Dataset records
◇ ◇ ◇
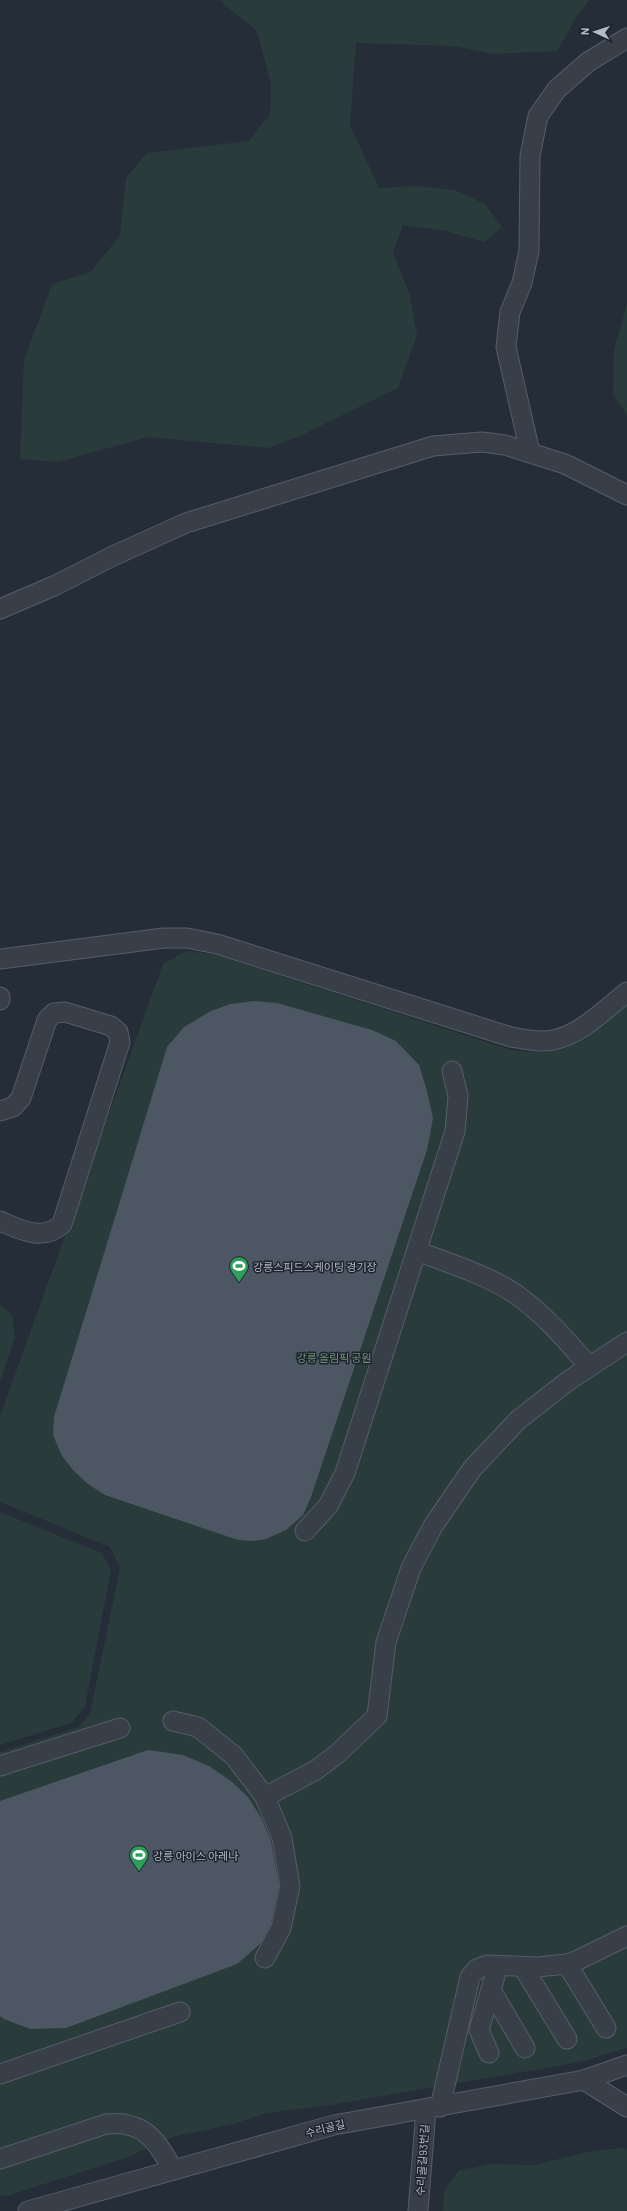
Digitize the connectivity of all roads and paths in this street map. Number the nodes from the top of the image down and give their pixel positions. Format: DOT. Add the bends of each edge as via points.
graph roads {
  1 [pos="627,38"];
  2 [pos="530,452"];
  3 [pos="627,495"];
  4 [pos="0,608"];
  5 [pos="0,959"];
  6 [pos="627,992"];
  7 [pos="452,1071"];
  8 [pos="0,1111"];
  9 [pos="0,1221"];
  10 [pos="416,1251"];
  11 [pos="627,1342"];
  12 [pos="589,1366"];
  13 [pos="305,1531"];
  14 [pos="173,1721"];
  15 [pos="120,1728"];
  16 [pos="0,1766"];
  17 [pos="265,1797"];
  18 [pos="627,1936"];
  19 [pos="265,1958"];
  20 [pos="567,1964"];
  21 [pos="498,1966"];
  22 [pos="523,1966"];
  23 [pos="491,1990"];
  24 [pos="180,2012"];
  25 [pos="606,2028"];
  26 [pos="567,2039"];
  27 [pos="525,2048"];
  28 [pos="489,2053"];
  29 [pos="627,2065"];
  30 [pos="0,2074"];
  31 [pos="584,2080"];
  32 [pos="433,2108"];
  33 [pos="627,2108"];
  34 [pos="0,2159"];
  35 [pos="172,2170"];
  36 [pos="28,2211"];
  37 [pos="418,2211"];
  1 -- 2 [label="street" via="582,66 557,89 538,116 530,156 529,251 522,284 510,312 506,347"];
  2 -- 3 [label="street" via="565,464"];
  2 -- 4 [label="street" via="482,442 433,446 186,524 119,553 56,585"];
  5 -- 6 [label="street" via="145,940 187,938 217,944 511,1037 533,1041 553,1040 572,1034"];
  7 -- 10 [label="street" via="458,1096 455,1131"];
  8 -- 9 [label="street" via="13,1106 21,1098 47,1020 54,1013 65,1012 111,1026 118,1032 120,1042 62,1224 54,1231 41,1234 28,1233"];
  10 -- 12 [label="street" via="469,1270 516,1295 554,1326"];
  10 -- 13 [label="street" via="345,1473 328,1506"];
  11 -- 12 [label="street"];
  12 -- 17 [label="street" via="518,1420 472,1469 433,1526 411,1568 386,1642 377,1716 316,1770"];
  14 -- 17 [label="street" via="198,1727 234,1756"];
  15 -- 16 [label="street"];
  17 -- 19 [label="street" via="282,1838 290,1886 281,1928"];
  18 -- 20 [label="street, 수리골길93번길"];
  20 -- 22 [label="street, 수리골길93번길"];
  20 -- 25 [label="street"];
  21 -- 22 [label="street, 수리골길93번길"];
  21 -- 23 [label="street"];
  21 -- 32 [label="street, 수리골길93번길" via="477,1969 470,1977"];
  22 -- 26 [label="street"];
  23 -- 27 [label="street"];
  23 -- 28 [label="street" via="479,2030"];
  24 -- 30 [label="street"];
  29 -- 31 [label="street, 수리골길"];
  31 -- 32 [label="street, 수리골길"];
  31 -- 33 [label="street"];
  32 -- 35 [label="street, 수리골길" via="334,2125"];
  32 -- 37 [label="street, 수리골길93번길"];
  34 -- 35 [label="street" via="106,2124 117,2123 144,2132 158,2143"];
  35 -- 36 [label="street, 수리골길"];
}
◇ ◇ ◇
What needs to be done: Search the entries for the word "roads" and copy every line that holds it.

Written reply:
Digitize the connectivity of all roads and paths in this street map. Number the nodes from the top of the image down and give their pixel positions. Format: DOT. Add the bends of each edge as via points.
graph roads {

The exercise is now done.